Canadians, before they complain of any Tariff legislation on the part of this country, had better reform their own legislation. The proposed legislation for the Protection of our agricultural products is simply in harmony with the settled policy of this country from the very beginning of its separate existence, with only a few short lapses from the safe and sane policy. Not only that, but we are carrying out a policy of Tariff Protection similar to that which obtains in Canada and with which we find no fault. If Canada finds fault with the policy of Tariff Protection in the United States and attempts reprisals, it is more than likely that she will find that it is a game at which two can play.

An Absurd Free-Trade Statement.

The Rochester, N. Y. Herald, in its issue of December 16th, makes the following absurd statement:

"Mr. Fordney wants the Dingley rate on wool restored. The wool ware houses are bursting with stored wool which cost their owners little or nothing, and they must obtain high prices for it by Congressional hook or crook."

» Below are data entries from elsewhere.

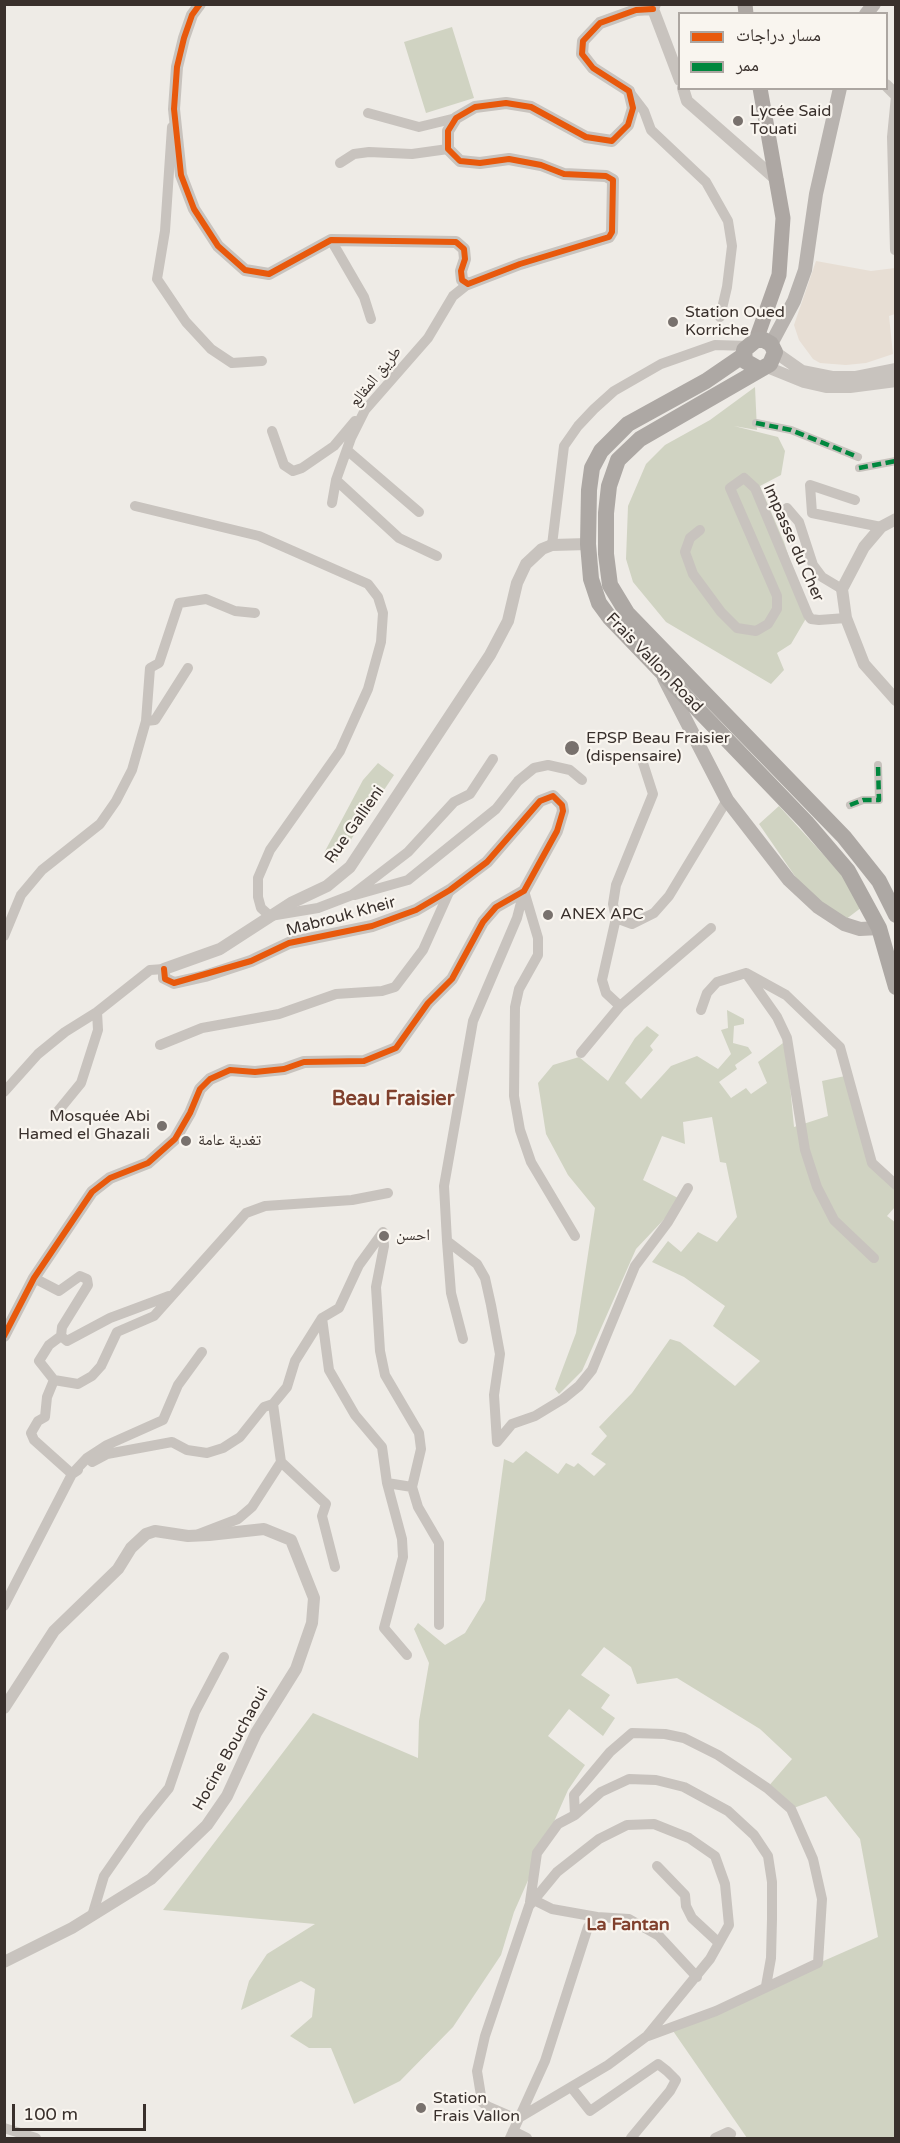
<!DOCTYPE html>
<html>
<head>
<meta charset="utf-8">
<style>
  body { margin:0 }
  #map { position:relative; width:900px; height:2143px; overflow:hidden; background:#eeebe6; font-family:"Varela Round","Noto Naskh Arabic",sans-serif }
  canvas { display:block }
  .frame { position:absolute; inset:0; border:6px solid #39302c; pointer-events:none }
  .legend { position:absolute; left:678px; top:12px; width:210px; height:78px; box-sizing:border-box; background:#f9f5ef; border:2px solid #aca6a1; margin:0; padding:8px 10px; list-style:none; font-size:18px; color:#39302c }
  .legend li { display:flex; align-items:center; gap:12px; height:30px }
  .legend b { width:30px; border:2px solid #aca6a1 }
  .scale { position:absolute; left:12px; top:2104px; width:134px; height:27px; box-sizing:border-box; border:3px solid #39302c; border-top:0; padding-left:8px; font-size:18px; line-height:21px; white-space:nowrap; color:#39302c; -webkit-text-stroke:4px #f9f5ef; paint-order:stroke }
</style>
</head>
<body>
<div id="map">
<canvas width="900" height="2143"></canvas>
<div class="frame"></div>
<ul class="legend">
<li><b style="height:8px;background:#e8590c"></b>مسار دراجات</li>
<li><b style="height:8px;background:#00873e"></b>ممر</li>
</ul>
<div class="scale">100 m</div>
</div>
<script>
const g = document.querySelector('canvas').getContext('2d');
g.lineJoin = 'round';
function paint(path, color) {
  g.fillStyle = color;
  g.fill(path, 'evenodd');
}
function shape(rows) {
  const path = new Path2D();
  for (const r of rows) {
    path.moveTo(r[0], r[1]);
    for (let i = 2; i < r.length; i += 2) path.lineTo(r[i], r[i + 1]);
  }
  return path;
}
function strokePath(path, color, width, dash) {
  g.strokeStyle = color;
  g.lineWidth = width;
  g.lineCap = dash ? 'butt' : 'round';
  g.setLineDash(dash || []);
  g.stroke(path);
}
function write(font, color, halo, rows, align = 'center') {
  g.font = font + ' "Varela Round","Noto Naskh Arabic",sans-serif';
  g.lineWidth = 4.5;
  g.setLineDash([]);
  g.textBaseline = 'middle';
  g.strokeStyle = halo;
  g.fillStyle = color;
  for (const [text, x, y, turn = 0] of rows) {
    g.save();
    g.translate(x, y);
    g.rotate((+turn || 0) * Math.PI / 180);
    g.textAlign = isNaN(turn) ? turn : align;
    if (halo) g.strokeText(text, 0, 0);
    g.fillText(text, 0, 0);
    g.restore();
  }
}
paint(shape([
  [452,27,474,98,426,113,404,42],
  [755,387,757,430,734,426,778,437,785,451,781,475,760,486,784,542,808,615,791,644,777,653,784,670,771,684,666,622,633,582,626,559,628,506,646,464,665,445,710,420],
  [378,763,394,775,336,862,324,853,363,780],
  [779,806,842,875,862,907,845,920,822,906,799,882,759,824],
  [727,1010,744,1019,744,1024,734,1026,733,1043,748,1047,752,1053,735,1065,737,1069,719,1082,731,1098,746,1088,751,1094,767,1083,758,1062,783,1043,788,1065,794,1127,828,1116,822,1081,845,1076,877,1167,895,1187,895,1207,887,1216,896,1223,895,2138,747,2138,671,2028,878,1937,860,1839,826,1796,791,1809,767,1788,792,1759,760,1729,677,1678,637,1684,631,1667,604,1647,581,1675,610,1695,601,1708,615,1718,603,1736,569,1709,548,1736,585,1765,568,1790,514,1912,501,1955,453,2027,400,2081,354,2104,331,2048,309,2048,290,2036,312,2017,315,1989,301,1981,241,2010,249,1981,267,1954,315,1924,163,1910,313,1713,418,1758,419,1721,429,1663,414,1629,418,1623,445,1645,465,1633,485,1600,504,1459,513,1463,526,1451,558,1474,566,1463,574,1467,578,1463,594,1476,606,1464,591,1454,607,1436,599,1427,632,1393,670,1339,680,1342,735,1386,760,1361,713,1326,725,1306,684,1277,652,1262,668,1241,681,1252,698,1232,717,1242,737,1217,726,1163,720,1162,712,1117,683,1122,685,1144,662,1136,643,1180,678,1198,669,1214,636,1249,582,1371,559,1394,555,1389,576,1333,595,1208,568,1175,546,1134,538,1083,553,1065,579,1057,608,1081,635,1038,647,1026,659,1035,650,1046,653,1050,625,1083,641,1099,671,1066,697,1056,718,1069,731,1054,721,1030,728,1028]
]), '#d0d3c2');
paint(shape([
  [816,261,871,271,895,268,895,314,889,316,893,354,866,363,846,365,820,363,813,359,799,340,794,325]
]), '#e7ded4');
strokePath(shape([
  [756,423,791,430,858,457],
  [859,468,896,461],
  [850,805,863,800,879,800,878,765]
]), '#c8c3be', 8);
strokePath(shape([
  [631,94,644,111,651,130,706,182,728,221,732,246,727,287,720,317],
  [368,113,419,127,456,118],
  [172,127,165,231,157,279,186,322,211,349,232,363,262,361],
  [340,163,354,154,369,152,412,154,448,149],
  [331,240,364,297,371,319],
  [895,250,892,137,896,96],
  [272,431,284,465,293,471,302,468,334,446,355,421],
  [348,451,419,512],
  [336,480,399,538,437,556],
  [855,500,810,485,812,513,881,527],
  [332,503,336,480,351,438,365,410,428,338,453,296,468,284],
  [135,506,259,536,368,584,378,597,383,613,381,642,368,689,340,751,270,850,258,878,258,897,261,908,270,916,318,908,352,895,408,852,454,802,470,794,493,759],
  [787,508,799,522,813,565,822,577,842,589],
  [700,530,690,538,685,552,693,574,721,612,737,628,756,631,768,624,777,609,777,596,730,488,744,478,755,488,808,615,811,619,819,620,846,618],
  [552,545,564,446,578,426,594,409,614,391,661,364,715,345,749,346],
  [146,721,155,720,188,668],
  [643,763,653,794,616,885,613,904,616,918,632,924,654,913,669,896,727,800],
  [524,891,517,918,473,1021,444,1186,447,1241,477,1264,485,1278,491,1305,500,1354,494,1395,497,1442,512,1424,535,1416,563,1399,579,1386,592,1370,635,1266,668,1222,688,1188],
  [524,891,538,938,538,955,519,989,515,1007,514,1096,520,1130,531,1162,575,1236],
  [355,895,408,880,496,809,518,781,534,768,548,765,570,770,582,780],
  [616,918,602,980,606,993,620,1006],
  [4,936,21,895,42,870,100,824,116,801,132,770,146,721,150,668,159,663,179,603,206,599,235,611,255,613],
  [701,1010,707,993,717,982,746,973],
  [160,1045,202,1028,279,1014,336,994,382,991,395,987,423,950,450,890],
  [581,1053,620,1006,711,928],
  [4,1092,38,1054,65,1032,97,1012,150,970,164,969],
  [54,1116,81,1083,98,1030,97,1012],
  [383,1232,384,1246,376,1287,380,1351,385,1375,419,1433,421,1449,412,1487,418,1507,439,1543,439,1625],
  [447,1241,451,1293,463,1339],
  [874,1258,834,1220,817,1187,805,1150,787,1038,777,1017,746,973,786,995,840,1047,872,1163,896,1185],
  [34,1278,59,1291,80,1276,87,1279,88,1285,62,1327,61,1336,67,1341,110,1318,169,1296],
  [322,1318,329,1370,355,1415,382,1447,387,1483,402,1539,403,1557,384,1628,407,1655],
  [202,1352,178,1385,163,1420,107,1445,87,1458,72,1474,34,1440,31,1433,38,1421,45,1417,47,1397,54,1380,78,1384,92,1376,101,1366,117,1332,154,1316,246,1213,265,1206,352,1200,388,1193],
  [54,1380,39,1361,49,1345,61,1336],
  [92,1462,107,1454,172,1442,187,1450,207,1453,223,1448,240,1437,264,1407,273,1404],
  [387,1483,412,1487],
  [199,1534,238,1519,252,1507,281,1462],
  [335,1567,322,1516,326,1504,281,1462,273,1404,287,1387,295,1361,322,1318,339,1308,359,1265,383,1232],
  [4,1606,72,1474,78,1470],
  [575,1815,574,1795,610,1752,632,1733,665,1734,684,1738,718,1755,767,1788,791,1809,813,1859,822,1899,818,1963,716,2011,648,2036],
  [654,1824,689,1838,715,1856,725,1884,729,1925,710,1959,647,2036,608,2065,517,2119,487,2106,482,2102,477,2071,485,2036,529,1906,557,1872,599,1839,627,1825,654,1824],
  [657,1866,685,1895,686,1906,692,1918,719,1943],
  [532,1899,552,1909,597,1917],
  [530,1902,537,1853,558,1824,575,1815,601,1792,629,1779,656,1780,684,1787,728,1811,754,1835,768,1856,772,1882,772,1919,771,1958,766,1986],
  [92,1916,104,1876,143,1820,169,1788,195,1712,224,1657],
  [571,2087,590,2111,658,2064,667,2071,676,2080,670,2091,631,2138],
  [4,2128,36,2138],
  [513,2131,527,2138],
  [510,2138,545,2061,588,1927,597,1917,629,1919,659,1936,697,1977],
  [715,2138,728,2132,731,2134,729,2138]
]), '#c8c3be', 10);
strokePath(shape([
  [200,4,192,15,184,38,177,67,174,109,181,175,194,209,218,246,245,270,269,274,331,240,456,242,464,249,465,259,461,271,462,280,468,284,520,264,609,237,612,232,613,180,606,176,564,174,541,165,509,159,480,163,460,161,448,149,448,131,456,118,475,107,506,103,531,107,586,137,612,141,628,125,633,108,629,91,593,68,582,54,583,41,600,23,636,10,653,9],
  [655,4,653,9,680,80],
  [886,85,896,95],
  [683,88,687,101,778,181],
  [775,352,802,371,832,377,856,377,896,369],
  [767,367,804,382,826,387,850,387,896,381],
  [896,519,881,527,864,547,842,589,846,618,864,664,896,700],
  [4,1336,34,1278,92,1192,110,1178,148,1163,175,1139,190,1113,200,1089,210,1079,230,1070,255,1072,284,1069,304,1062,364,1061,396,1048,428,1003,452,979,483,922,496,907,524,891,557,831,563,811,562,805,553,796,540,801,487,862,450,890,416,910,372,926,289,943,251,961,205,976,174,983,164,978,164,969,220,949,291,903,327,886,350,867,490,655,508,621,517,583,526,564,542,549,552,545,588,544],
  [4,1708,54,1631,118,1569,131,1548,146,1534,155,1531,188,1536,209,1535,264,1529,291,1540,314,1598,312,1623,296,1669,256,1733,227,1796,207,1825,151,1879,72,1928,4,1962]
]), '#c8c3be', 12);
strokePath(shape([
  [866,14,874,4],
  [771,344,794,301,805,270,816,194,840,88],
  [664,678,727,800,789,880,818,907,844,924,860,929,879,928]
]), '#b8b3af', 14);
strokePath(shape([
  [745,4,746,14],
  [756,340,779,275,783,218,760,88]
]), '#ada7a3', 15);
strokePath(shape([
  [744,355,706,381,628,424,601,451,592,468,589,490,588,544,591,579,599,603,610,618,806,822,848,871,879,928,896,987],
  [759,369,745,361,744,350,756,340,764,340,771,344,775,352,770,364,640,439,618,460,609,486,606,513,606,554,610,585,627,613,844,837,879,881,896,915]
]), '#ada8a4', 16);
strokePath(shape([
  [756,423,791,430,858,457],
  [859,468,896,461],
  [850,805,863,800,879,800,878,765]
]), '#00873e', 4.5, [9, 4.5]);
strokePath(shape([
  [200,4,192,15,184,38,177,67,174,109,181,175,194,209,218,246,245,270,269,274,331,240,456,242,464,249,465,259,461,271,462,280,468,284,520,264,609,237,612,232,613,180,606,176,564,174,541,165,509,159,480,163,460,161,448,149,448,131,456,118,475,107,506,103,531,107,586,137,612,141,628,125,633,108,629,91,593,68,582,54,583,41,600,23,636,10,653,9],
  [4,1336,34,1278,92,1192,110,1178,148,1163,175,1139,190,1113,200,1089,210,1079,230,1070,255,1072,284,1069,304,1062,364,1061,396,1048,428,1003,452,979,483,922,496,907,524,891,557,831,563,811,562,805,553,796,540,801,487,862,450,890,416,910,372,926,289,943,251,961,174,983,165,979,164,969]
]), '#e8590c', 6);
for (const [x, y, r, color] of [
  [738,121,6,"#78716d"],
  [673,322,6,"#78716d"],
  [572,748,8,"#78716d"],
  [548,915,6,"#78716d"],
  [162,1126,6,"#78716d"],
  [186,1141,6,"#78716d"],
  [384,1236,6,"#78716d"],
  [421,2108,6,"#78716d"]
]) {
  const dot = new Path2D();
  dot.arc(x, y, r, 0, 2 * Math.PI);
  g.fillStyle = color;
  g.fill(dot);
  strokePath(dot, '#f9f5ef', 2);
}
write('16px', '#39302c', '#f9f5ef', [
  ["Lycée Said",750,112],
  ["Touati",750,130],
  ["Station Oued",685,313],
  ["Korriche",685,331],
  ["EPSP Beau Fraisier",586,739],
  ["(dispensaire)",586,757],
  ["ANEX APC",560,915],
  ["Mosquée Abi",150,1117,"right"],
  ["Hamed el Ghazali",150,1135,"right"],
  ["تغدية عامة",198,1141],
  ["احسن",396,1236],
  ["Station",433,2099],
  ["Frais Vallon",433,2117]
], 'left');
write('16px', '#39302c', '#f9f5ef', [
  ["طريق المقالع",376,377,-51],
  ["Impasse du Cher",793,543,66],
  ["Frais Vallon Road",654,663,46],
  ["Rue Gallieni",355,825,-55],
  ["Mabrouk Kheir",341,917,-15],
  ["Hocine Bouchaoui",231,1749,-61]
]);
write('bold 18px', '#80402d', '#f9f5ef', [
  ["La Fantan",628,1925]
]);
write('bold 20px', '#80402d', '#f9f5ef', [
  ["Beau Fraisier",393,1100]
]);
</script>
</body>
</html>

It is true that "the wool warehouses are bursting with stored wool." The reason why so much wool. is stored is that our farmers cannot sell it. Argentine wool is selling in our market as low as nine cents a pound, but it is grown on range land whose value can be measured in cents while the farm lands of this country are measured by dollars or hundreds of dollars, in many instances. Formerly sheep in this country were raised on the range which was either Government land or which was valued at little more than such land. There are comparatively few cheap ranges left. Where twenty or more years ago sheep were being pastured on land worth not over $2 per acre that same land is worth $100 or more per acre. Where sheepherders could be secured for $20 per month they are hard to get at several times that sum. Where hay for winter feeding could be had for the mowing and hauling, now it is worth $20 or more dollars per ton and is scarce at that.

In view of these facts, the statement of the Rochester Herald that the stored wool "cost their owners little or nothing," is sheerest nonsense. And yet of such statements are Free-Trade arguments compounded.